(Saved entries)
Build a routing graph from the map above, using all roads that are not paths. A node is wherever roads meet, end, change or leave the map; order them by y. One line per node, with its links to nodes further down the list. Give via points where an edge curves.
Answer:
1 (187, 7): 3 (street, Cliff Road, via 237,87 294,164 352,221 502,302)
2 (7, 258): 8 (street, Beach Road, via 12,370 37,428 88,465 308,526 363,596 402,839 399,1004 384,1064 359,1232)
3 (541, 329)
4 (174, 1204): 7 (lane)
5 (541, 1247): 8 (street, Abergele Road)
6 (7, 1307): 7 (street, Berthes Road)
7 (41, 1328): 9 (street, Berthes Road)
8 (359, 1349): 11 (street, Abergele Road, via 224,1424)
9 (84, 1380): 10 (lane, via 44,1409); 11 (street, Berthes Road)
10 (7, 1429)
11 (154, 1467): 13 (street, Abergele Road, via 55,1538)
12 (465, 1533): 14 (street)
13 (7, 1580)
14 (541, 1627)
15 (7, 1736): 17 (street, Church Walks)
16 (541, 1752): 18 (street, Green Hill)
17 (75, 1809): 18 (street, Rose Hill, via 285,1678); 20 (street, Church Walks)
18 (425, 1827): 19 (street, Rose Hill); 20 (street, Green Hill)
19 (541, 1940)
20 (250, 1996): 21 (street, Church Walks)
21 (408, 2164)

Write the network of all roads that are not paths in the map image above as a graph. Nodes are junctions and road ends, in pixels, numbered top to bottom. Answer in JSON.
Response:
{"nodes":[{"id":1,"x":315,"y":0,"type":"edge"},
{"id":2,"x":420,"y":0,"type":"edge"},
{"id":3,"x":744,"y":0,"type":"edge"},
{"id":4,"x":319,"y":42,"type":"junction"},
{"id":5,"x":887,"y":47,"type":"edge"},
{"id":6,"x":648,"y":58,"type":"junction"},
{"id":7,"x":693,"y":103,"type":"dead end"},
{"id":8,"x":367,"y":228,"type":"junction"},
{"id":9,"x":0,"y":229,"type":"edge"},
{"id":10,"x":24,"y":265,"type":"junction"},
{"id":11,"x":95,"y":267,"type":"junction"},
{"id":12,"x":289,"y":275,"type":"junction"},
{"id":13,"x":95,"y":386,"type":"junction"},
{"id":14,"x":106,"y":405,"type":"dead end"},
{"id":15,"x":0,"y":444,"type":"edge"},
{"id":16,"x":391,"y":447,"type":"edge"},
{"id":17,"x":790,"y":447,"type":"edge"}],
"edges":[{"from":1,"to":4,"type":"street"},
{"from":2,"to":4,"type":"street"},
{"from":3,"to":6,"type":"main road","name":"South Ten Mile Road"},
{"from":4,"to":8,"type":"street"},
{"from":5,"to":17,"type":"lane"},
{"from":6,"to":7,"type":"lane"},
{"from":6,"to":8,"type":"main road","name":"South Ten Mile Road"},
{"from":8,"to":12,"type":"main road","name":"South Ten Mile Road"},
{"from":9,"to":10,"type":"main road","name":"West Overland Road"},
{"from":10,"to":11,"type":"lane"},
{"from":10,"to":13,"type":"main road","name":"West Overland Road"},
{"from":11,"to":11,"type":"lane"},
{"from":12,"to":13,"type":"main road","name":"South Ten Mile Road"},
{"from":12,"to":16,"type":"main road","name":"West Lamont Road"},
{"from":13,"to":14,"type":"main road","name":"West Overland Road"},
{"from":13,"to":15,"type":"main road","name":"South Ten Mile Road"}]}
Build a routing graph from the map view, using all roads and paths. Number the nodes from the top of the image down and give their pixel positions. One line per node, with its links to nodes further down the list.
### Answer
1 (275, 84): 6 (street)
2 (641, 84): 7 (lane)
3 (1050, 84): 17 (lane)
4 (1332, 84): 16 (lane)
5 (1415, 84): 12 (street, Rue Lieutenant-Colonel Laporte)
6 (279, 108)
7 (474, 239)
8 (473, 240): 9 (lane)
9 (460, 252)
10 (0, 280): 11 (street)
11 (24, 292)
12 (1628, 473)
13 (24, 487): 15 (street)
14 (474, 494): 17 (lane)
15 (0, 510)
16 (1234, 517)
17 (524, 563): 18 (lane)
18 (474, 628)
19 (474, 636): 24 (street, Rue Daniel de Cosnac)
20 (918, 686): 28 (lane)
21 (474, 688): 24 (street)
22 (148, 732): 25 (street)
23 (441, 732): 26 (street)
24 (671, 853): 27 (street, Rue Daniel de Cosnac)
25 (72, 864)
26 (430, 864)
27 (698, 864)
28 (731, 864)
==
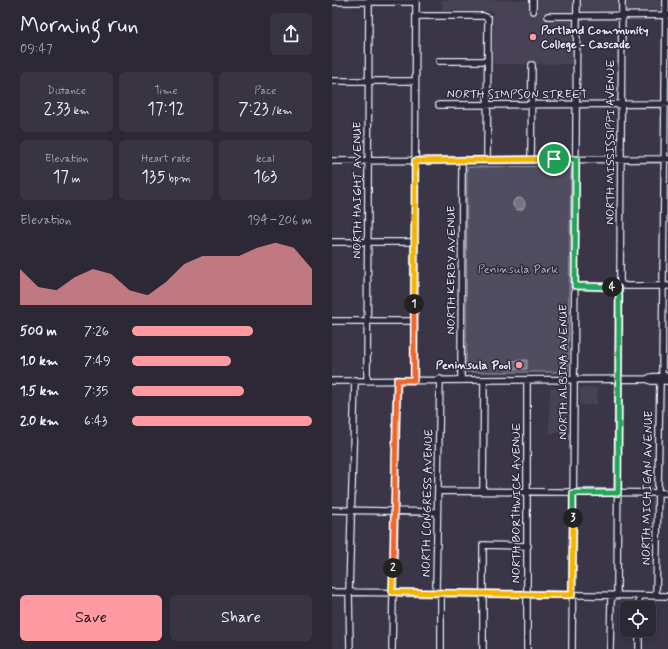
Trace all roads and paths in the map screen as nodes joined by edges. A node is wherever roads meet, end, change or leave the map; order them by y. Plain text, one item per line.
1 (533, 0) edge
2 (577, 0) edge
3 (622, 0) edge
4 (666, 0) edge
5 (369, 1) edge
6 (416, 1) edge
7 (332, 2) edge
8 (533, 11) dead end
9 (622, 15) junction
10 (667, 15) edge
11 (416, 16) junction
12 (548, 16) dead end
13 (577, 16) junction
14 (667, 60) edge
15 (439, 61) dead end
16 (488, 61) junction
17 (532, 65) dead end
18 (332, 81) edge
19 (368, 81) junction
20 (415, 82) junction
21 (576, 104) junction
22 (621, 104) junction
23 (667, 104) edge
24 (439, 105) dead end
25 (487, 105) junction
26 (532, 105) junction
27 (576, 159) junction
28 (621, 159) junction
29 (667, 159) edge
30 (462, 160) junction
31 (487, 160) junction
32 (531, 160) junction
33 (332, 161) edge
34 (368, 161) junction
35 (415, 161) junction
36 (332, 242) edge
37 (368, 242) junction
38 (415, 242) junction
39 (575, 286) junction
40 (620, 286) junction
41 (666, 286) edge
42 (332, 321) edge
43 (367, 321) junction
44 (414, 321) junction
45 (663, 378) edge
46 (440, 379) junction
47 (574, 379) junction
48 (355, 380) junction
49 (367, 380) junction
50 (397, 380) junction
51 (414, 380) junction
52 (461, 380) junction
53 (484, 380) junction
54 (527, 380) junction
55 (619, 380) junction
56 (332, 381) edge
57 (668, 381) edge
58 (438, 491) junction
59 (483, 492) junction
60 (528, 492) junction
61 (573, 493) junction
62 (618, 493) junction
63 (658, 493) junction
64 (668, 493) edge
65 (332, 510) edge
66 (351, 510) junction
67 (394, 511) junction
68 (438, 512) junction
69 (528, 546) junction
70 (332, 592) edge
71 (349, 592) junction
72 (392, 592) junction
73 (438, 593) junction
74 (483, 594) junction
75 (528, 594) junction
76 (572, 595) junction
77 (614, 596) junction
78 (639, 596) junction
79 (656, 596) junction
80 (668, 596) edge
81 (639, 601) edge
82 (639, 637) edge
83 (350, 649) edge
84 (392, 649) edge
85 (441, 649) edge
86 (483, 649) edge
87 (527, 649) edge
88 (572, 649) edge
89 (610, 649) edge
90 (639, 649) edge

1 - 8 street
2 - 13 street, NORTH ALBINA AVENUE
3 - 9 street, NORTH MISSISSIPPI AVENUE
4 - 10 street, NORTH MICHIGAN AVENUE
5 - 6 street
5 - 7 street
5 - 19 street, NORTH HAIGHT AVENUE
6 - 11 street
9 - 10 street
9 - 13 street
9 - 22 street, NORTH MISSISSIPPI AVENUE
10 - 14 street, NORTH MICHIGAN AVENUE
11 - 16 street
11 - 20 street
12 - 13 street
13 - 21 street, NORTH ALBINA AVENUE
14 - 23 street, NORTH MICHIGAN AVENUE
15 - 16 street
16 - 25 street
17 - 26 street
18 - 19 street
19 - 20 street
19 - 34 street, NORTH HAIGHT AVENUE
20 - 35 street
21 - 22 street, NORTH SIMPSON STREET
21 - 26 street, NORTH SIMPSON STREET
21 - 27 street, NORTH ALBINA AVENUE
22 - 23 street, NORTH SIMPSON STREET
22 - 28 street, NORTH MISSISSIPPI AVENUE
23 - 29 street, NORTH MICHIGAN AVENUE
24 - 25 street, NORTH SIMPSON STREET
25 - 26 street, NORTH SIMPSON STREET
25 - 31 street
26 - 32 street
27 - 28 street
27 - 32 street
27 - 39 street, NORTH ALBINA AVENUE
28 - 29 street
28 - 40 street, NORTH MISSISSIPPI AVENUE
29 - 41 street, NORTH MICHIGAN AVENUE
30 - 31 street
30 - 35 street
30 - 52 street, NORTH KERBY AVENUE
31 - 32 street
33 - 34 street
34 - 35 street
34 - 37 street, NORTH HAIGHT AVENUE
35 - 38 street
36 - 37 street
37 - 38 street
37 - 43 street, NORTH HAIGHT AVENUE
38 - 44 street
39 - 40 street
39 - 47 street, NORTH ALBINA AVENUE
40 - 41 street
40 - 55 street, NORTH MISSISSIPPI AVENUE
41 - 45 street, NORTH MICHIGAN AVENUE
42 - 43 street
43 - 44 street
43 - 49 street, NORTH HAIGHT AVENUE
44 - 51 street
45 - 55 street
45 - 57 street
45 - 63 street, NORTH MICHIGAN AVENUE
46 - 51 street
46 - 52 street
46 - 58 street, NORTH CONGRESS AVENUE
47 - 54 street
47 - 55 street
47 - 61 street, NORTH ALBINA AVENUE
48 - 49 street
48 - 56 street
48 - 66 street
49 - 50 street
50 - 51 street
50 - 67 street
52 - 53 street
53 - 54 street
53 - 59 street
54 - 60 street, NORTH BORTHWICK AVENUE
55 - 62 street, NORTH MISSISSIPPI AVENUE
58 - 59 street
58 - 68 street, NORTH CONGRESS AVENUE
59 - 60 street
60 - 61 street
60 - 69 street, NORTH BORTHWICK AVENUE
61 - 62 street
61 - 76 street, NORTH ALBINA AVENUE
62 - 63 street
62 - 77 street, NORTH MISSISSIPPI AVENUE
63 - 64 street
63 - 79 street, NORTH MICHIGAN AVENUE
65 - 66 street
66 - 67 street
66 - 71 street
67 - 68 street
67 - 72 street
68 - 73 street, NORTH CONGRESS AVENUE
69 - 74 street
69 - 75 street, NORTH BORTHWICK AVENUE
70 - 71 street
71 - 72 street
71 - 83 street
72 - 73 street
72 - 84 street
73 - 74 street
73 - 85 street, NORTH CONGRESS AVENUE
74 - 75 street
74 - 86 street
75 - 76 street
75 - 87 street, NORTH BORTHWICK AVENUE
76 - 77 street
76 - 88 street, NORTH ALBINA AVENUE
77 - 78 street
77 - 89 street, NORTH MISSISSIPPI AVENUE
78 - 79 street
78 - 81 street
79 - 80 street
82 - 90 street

■ PROBLEM REQUIREMENTS ■
Every line that contains the string "using" should be copied from the entries.

■ COMPLETED EXERCISE ■
Build a routing graph from the map above, using all roads that are not paths. A node is wherever roads meet, end, change or leave the map; order them by y. One line per node, with its links to nodes further down the list. Give via points where an edge curves.
Build a routing graph from the map view, using all roads and paths. Number the nodes from the top of the image down and give their pixel positions. One line per node, with its links to nodes further down the list.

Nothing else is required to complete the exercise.